Synergetic interfacial charge transfer with Z-scheme heterostructure and S-Mo-S linkage in one-pot synthesized SnIn4S8/MoS2 for efficient photocatalytic activity

Construction of high-efficiency scheme towards interfacial charge transfer is of great value to suppress the spatial carrier recombination and thus to develop advanced heterogeneous photocatalysts for environmental remedia-tion. Herein, a novel Z-scheme SnIn4S8/MoS2 with interfacial S-Mo-S bond was synthesized by a facile one-step hydrothermal method. The prepared optimal SnIn4S8/MoS2 heterostructure (SIS/MS-24) exhibited significantly enhanced visible-light photocatalytic activities for crystal violet degradation and Cr(VI) reduction compared with individual materials.

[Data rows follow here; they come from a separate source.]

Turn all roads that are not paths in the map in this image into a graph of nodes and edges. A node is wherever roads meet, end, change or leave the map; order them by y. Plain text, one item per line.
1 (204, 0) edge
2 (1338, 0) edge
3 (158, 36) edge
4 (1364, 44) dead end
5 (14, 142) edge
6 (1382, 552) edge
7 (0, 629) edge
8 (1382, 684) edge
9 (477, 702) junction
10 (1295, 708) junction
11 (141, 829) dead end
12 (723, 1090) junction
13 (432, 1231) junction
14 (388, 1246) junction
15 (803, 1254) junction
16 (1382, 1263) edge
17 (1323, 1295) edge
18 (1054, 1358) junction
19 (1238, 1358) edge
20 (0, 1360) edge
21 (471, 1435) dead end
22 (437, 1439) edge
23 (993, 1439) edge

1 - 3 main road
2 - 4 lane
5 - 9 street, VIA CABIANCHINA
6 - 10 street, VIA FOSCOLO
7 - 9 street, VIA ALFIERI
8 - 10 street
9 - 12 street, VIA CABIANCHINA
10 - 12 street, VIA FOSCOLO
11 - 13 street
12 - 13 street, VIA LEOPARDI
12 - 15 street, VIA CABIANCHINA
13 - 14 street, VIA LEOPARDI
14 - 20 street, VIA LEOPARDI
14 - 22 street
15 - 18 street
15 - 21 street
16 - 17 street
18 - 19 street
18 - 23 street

The boosted photocatalytic performance was primarily attributed to the Z-scheme charge transfer mechanism certificated by the trapping experiments, ESR (electron spin resonance) test, and DFT (density functional theory) calculation. What's more, the formation of S-Mo-S bond between SnIn4S8 and MoS2 acted as a specific bridge to further promote the Z-scheme channel for charge transport at the interface. This synergy of Z-scheme heterostructure and covalent S-Mo-S linkage greatly accelerated the separation of electron-hole pairs. Additionally, the SIS/MS-24 composite also displayed good stability even after five cycles of testing experiments. This work provides a novel way to design and fabricate efficient Z-scheme photocatalysts for water purification.

Automated summary

Construction of efficient interfacial charge transfer schemes is crucial for developing advanced heterogeneous photocatalysts. In this study, a novel Z-scheme SnIn4S8/MoS2 heterostructure with interfacial S-Mo-S bond was synthesized. The optimized heterostructure exhibited significantly enhanced visible-light photocatalytic activities. The improved performance was attributed to the Z-scheme charge transfer mechanism and the formation of S-Mo-S bond, which acted as a bridge for charge transport at the interface. This work provides a novel way to design efficient Z-scheme photocatalysts for water purification.